You request DriverKit entitlements directly from Apple, which adds the entitlements to your developer account. You then add those entitlements to your Xcode project, and to the provisioning profile you use to cryptographically sign your app. For information about how to request DriverKit entitlements and add them to your Xcode project, see Requesting Entitlements for DriverKit Development.

Add Thunderbolt Support to Your Driver’s Personality Data

When it detects new hardware, the system must find an appropriate set of drivers to manage that hardware. It does so by comparing the hardware details to information found in the kIOKitPersonalitiesKey key of each driver’s Info.plist file, and identifying the drivers that best match the hardware. For example, a driver might match only against devices from a specific manufacturer, or devices that support only a specific communication protocol.

To indicate that your PCIe driver supports Thunderbolt, include the IOPCITunnelCompatible key in your driver’s personality dictionaries. Include this key only if the IOService subclass in the IOClass key of that dictionary is able to communicate with your Thunderbolt device. The following example shows the presence of this key in a custom PCI driver.

<key>MyDriverKitDriver</key>
<dict>
    <key>CFBundleIdentifier</key>
    <string>$(PRODUCT_BUNDLE_IDENTIFIER)</string>
    <key>CFBundleIdentifierKernel</key>
    <string>com.apple.kpi.iokit</string>
    <key>IOClass</key>
    <string>IOUserService</string>
    <key>IOPCIPauseCompatible</key>
    <true/>
    <key>IOPCIPrimaryMatch</key>
    <string>0x0000ABCD&amp;0x0000FFFF</string>
    <key>IOPCITunnelCompatible</key>
    <true/>
    <key>IOProviderClass</key>
    <string>IOPCIDevice</string>
    <key>IOResourceMatch</key>
    <string>IOKit</string>
    <key>IOUserClass</key>
    <string>MyPCIDriverKitDriverClassName</string>
    <key>IOUserServerName</key>
    <string>com.apple.MyDriverKitDriver</string>
</dict>

Notify the System of External Storage Devices

Users can disconnect most Thunderbolt devices at any time, but macOS doesn’t allow them to disconnect external storage devices without properly ejecting them. If your PCI driver presents the device as storage to the system, notify the system early in your driver’s Start method by setting the Physical Interconnect Location property to External, as in the following example:

// Add the Physical Interconnect Location property to the driver.
OSDictionary* dict = OSDictionary::withCapacity(1);
OSString* externalStr = OSString::withCString("External");
dict->setObject("Physical Interconnect Location", externalStr);
SetProperties(dict);
OSSafeReleaseNULL(externalStr);
OSSafeReleaseNULL(dict);

Support Message Signaled Interrupts in Your Device

Always use Message Signaled Interrupts (MSI) to generate hardware interrupts from your Thunderbolt devices. You can implement a DriverKit extension with legacy interrupts, but doing so adds latency to any device that shares the interrupt. If you need to support legacy interrupts, the better alternative is to implement your driver as a kernel extension.

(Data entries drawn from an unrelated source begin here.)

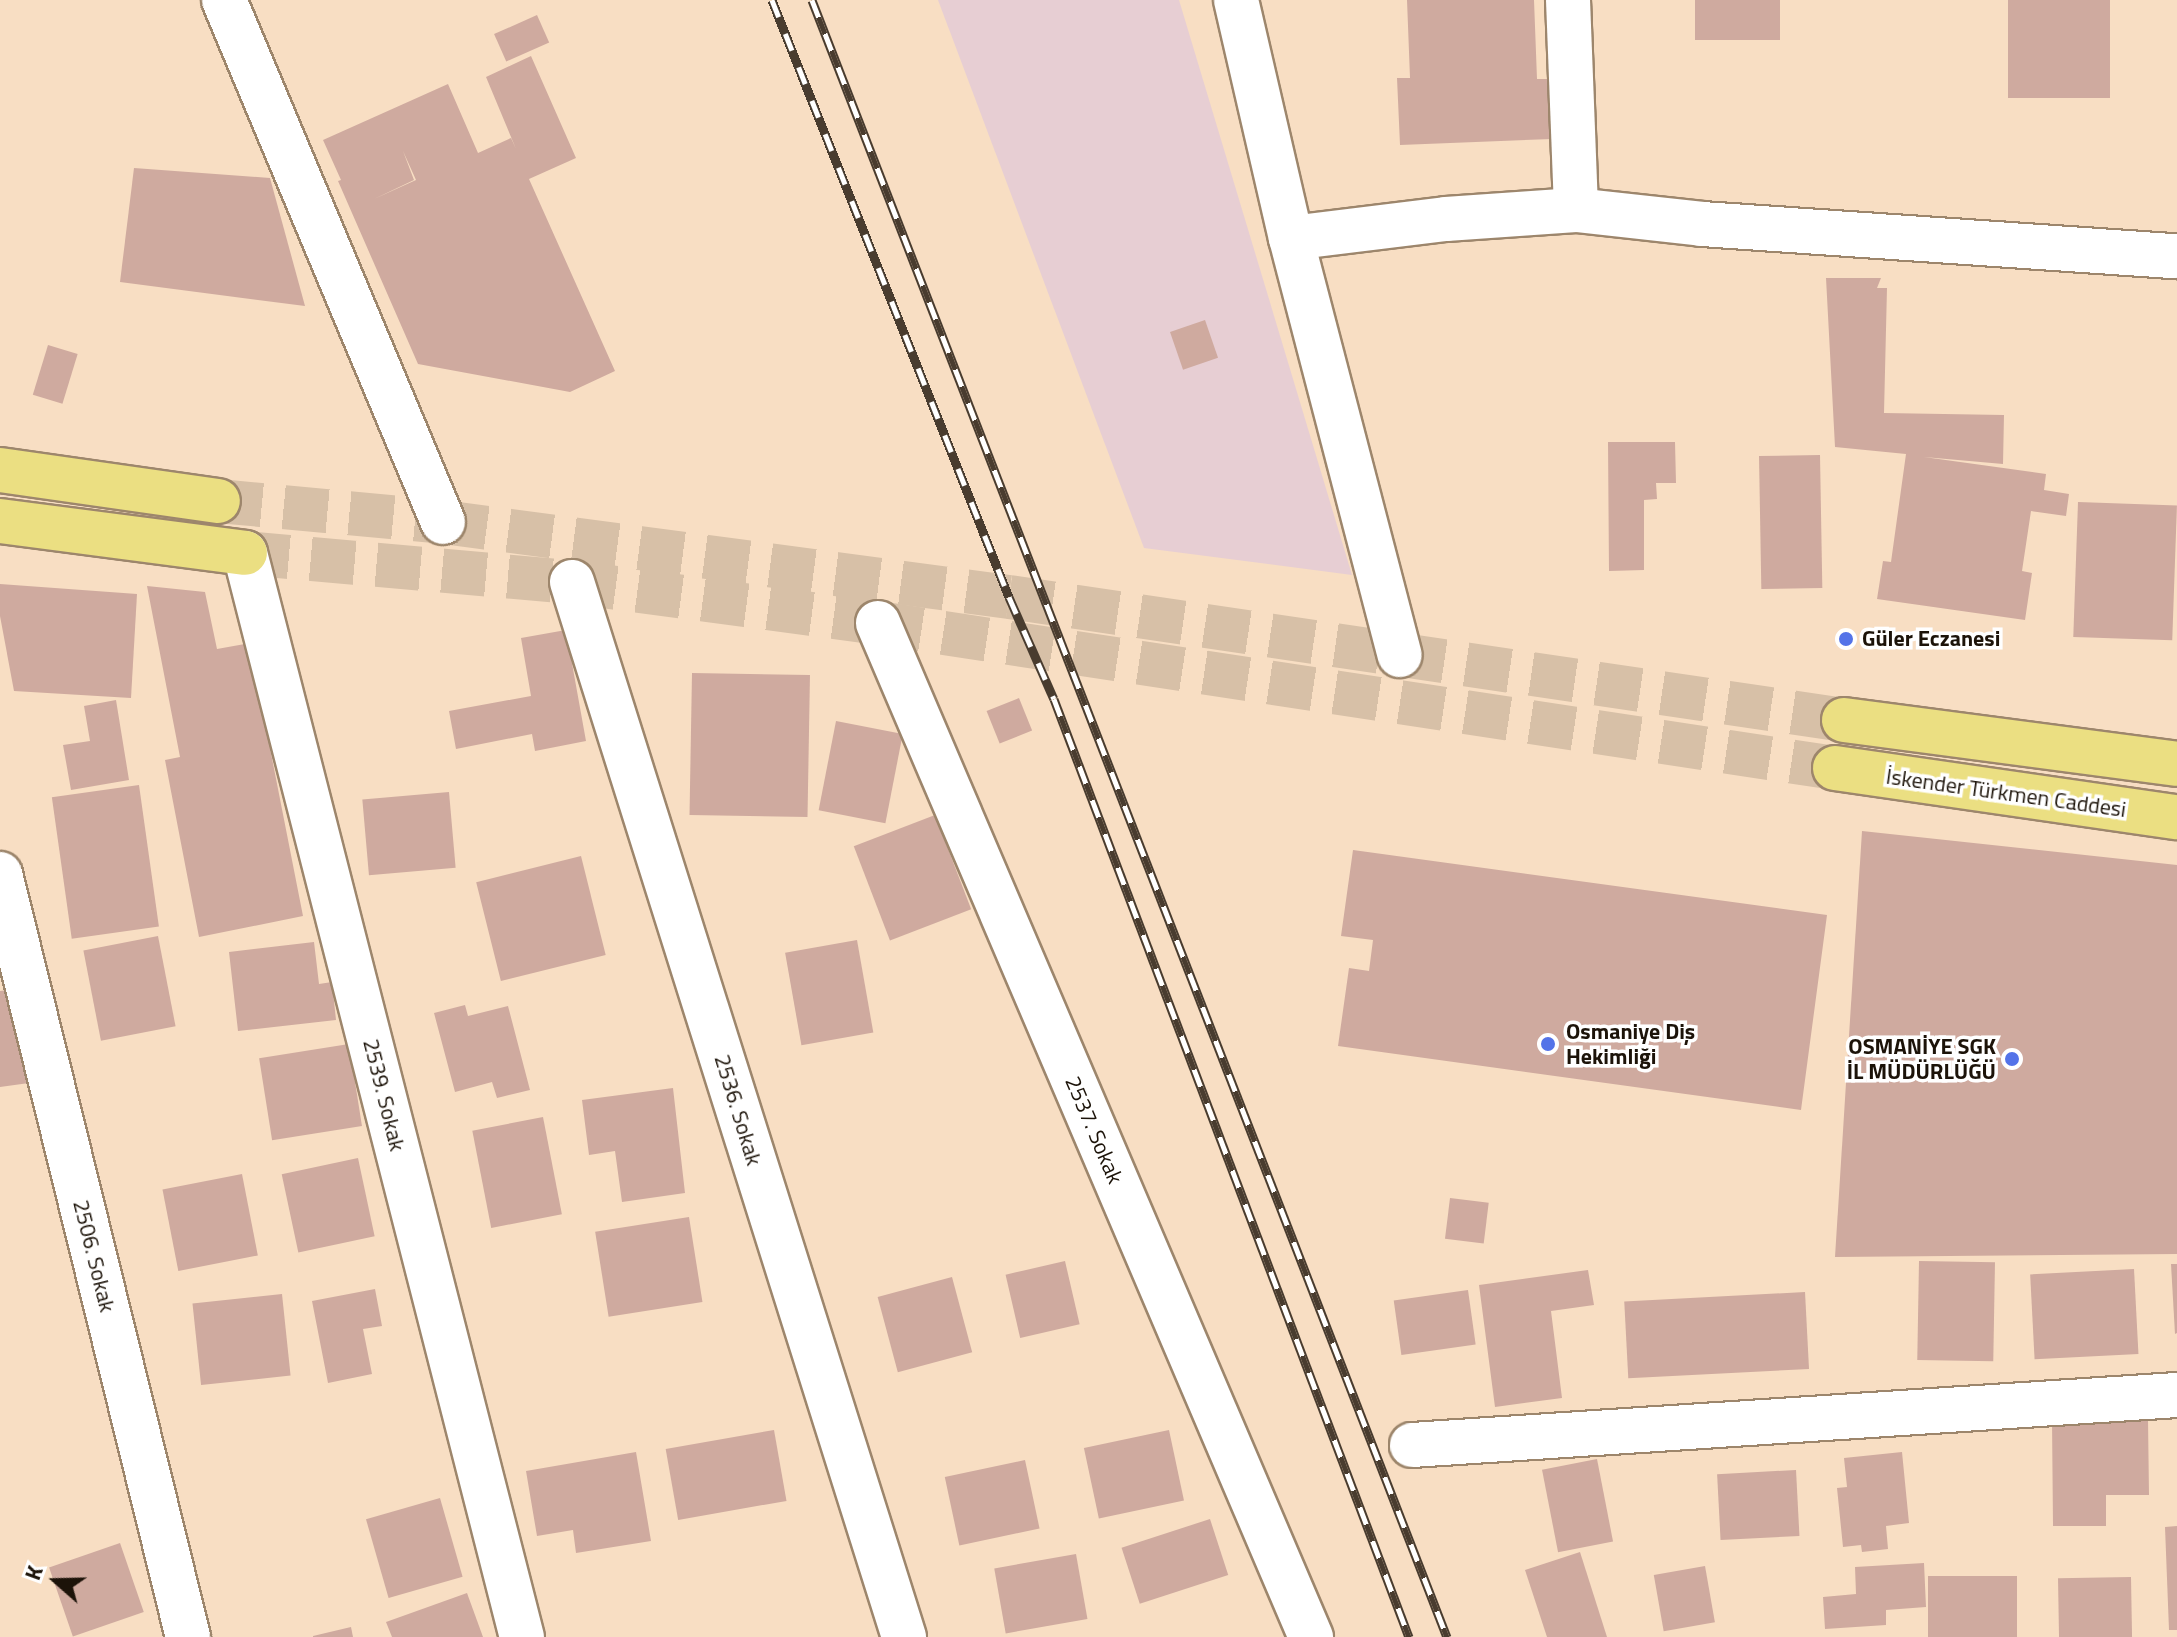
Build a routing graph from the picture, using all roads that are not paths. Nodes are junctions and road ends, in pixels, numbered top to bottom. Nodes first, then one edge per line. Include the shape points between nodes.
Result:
1 (224, 0) edge
2 (1236, 0) edge
3 (1568, 0) edge
4 (1576, 210) junction
5 (1291, 238) junction
6 (2177, 256) edge
7 (0, 470) edge
8 (218, 501) tunnel mouth
9 (0, 521) edge
10 (443, 522) dead end
11 (245, 553) joint
12 (572, 582) dead end
13 (878, 623) dead end
14 (1400, 655) dead end
15 (1844, 720) tunnel mouth
16 (2177, 764) edge
17 (1835, 768) tunnel mouth
18 (2177, 817) edge
19 (0, 874) edge
20 (2177, 1395) edge
21 (1412, 1445) dead end
22 (188, 1637) edge
23 (522, 1637) edge
24 (904, 1637) edge
25 (1311, 1637) edge

1 - 10 street
2 - 5 street
3 - 4 street
4 - 5 street
4 - 6 street via 1702,224
5 - 14 street
7 - 8 main road
9 - 11 main road
11 - 23 street, 2539. Sokak
12 - 24 street, 2536. Sokak
13 - 25 street, 2537. Sokak
15 - 16 main road
17 - 18 main road, İskender Türkmen Caddesi
19 - 22 street, 2506. Sokak
20 - 21 street

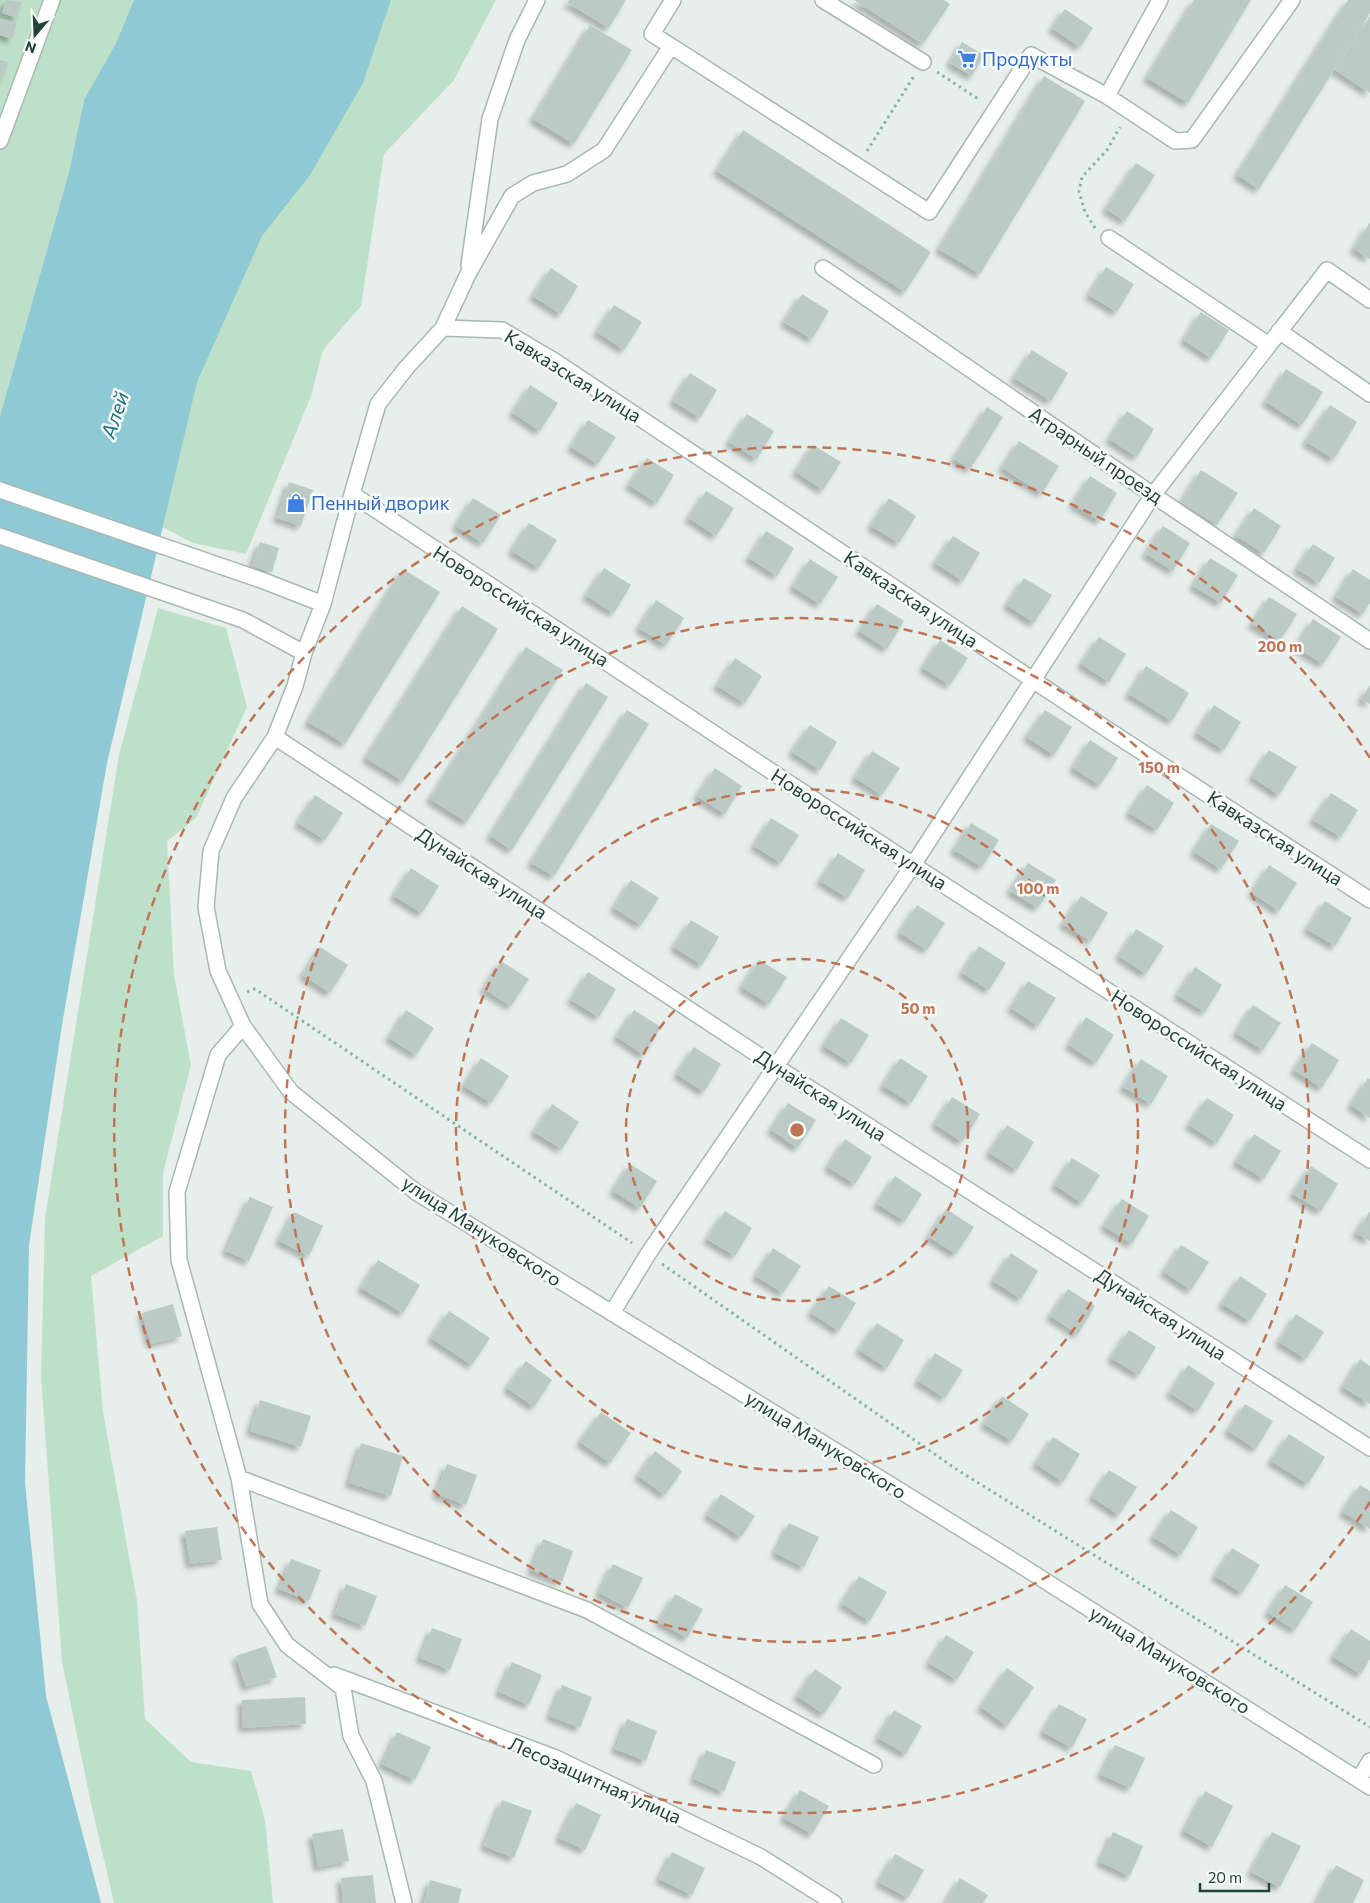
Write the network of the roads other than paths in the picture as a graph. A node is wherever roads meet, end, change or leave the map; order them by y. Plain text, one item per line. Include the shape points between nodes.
1 (52, 0) edge
2 (537, 0) edge
3 (673, 0) edge
4 (823, 0) edge
5 (1160, 0) edge
6 (1292, 0) edge
7 (672, 46) junction
8 (922, 62) road end
9 (1107, 96) junction
10 (0, 141) edge
11 (1109, 238) road end
12 (823, 268) dead end
13 (468, 274) junction
14 (1370, 300) edge
15 (443, 328) junction
16 (1279, 331) junction
17 (1269, 345) junction
18 (1370, 394) edge
19 (0, 490) edge
20 (352, 494) junction
21 (1153, 495) junction
22 (0, 536) edge
23 (323, 604) junction
24 (1370, 641) edge
25 (304, 653) junction
26 (1032, 679) junction
27 (275, 737) junction
28 (913, 865) junction
29 (1370, 900) edge
30 (243, 1026) junction
31 (775, 1066) junction
32 (1370, 1160) edge
33 (612, 1313) junction
34 (1370, 1448) edge
35 (239, 1478) junction
36 (318, 1669) junction
37 (1370, 1761) edge
38 (874, 1765) dead end
39 (1364, 1783) edge
40 (404, 1903) edge
41 (834, 1903) edge

1 - 10 street
2 - 13 street via 517,40 490,120
3 - 7 street via 652,34
4 - 8 street
5 - 9 street
6 - 9 street via 1192,140 1175,141
7 - 9 street via 929,212 1031,55
7 - 13 street via 604,150 567,174 533,183 512,196
11 - 17 street
12 - 21 street, Аграрный проезд
13 - 15 street, улица Мануковского
14 - 16 street via 1327,270
15 - 20 street, улица Мануковского via 378,404
15 - 26 street, Кавказская улица via 502,330 556,362
16 - 17 street
16 - 18 street
17 - 21 street
19 - 23 street
20 - 23 street, улица Мануковского
20 - 28 street, Новороссийская улица
21 - 24 street, Аграрный проезд
21 - 26 street
22 - 25 street via 243,620
23 - 25 street, улица Мануковского
25 - 27 street, улица Мануковского
26 - 28 street
26 - 29 street, Кавказская улица
27 - 30 street, улица Мануковского via 234,798 211,851 206,907 218,971
27 - 31 street, Дунайская улица
28 - 31 street
28 - 32 street, Новороссийская улица
30 - 33 street, улица Мануковского via 291,1092 416,1192
30 - 35 street via 218,1055 177,1192 179,1260
31 - 33 street
31 - 34 street, Дунайская улица
33 - 39 street, улица Мануковского
35 - 36 street via 260,1604 288,1645
35 - 38 street via 587,1610
36 - 40 street via 343,1688 351,1736 374,1781
36 - 41 street, Лесозащитная улица via 556,1758 761,1857
37 - 39 street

For MSI-enabled Thunderbolt devices, the system routes interrupts to the appropriate IOInterruptDispatchSource object in your driver. Create and configure interrupt dispatch sources in the Start method of your custom IOService subclass. For more information, see IOInterruptDispatchSource.

Read and Write From the Configuration and MMIO Spaces

Drivers communicate with a PCI device primarily through one of the following memory spaces:

  • The configuration space contains the registers that you use to manage the state of the device and its settings. For example, use these registers to configure the power management behavior of the device.

  • The memory-mapped I/O (MMIO) space contains the device’s custom data. When your driver needs to interact with device-specific features, read or write in the MMIO space according to the device’s specifications.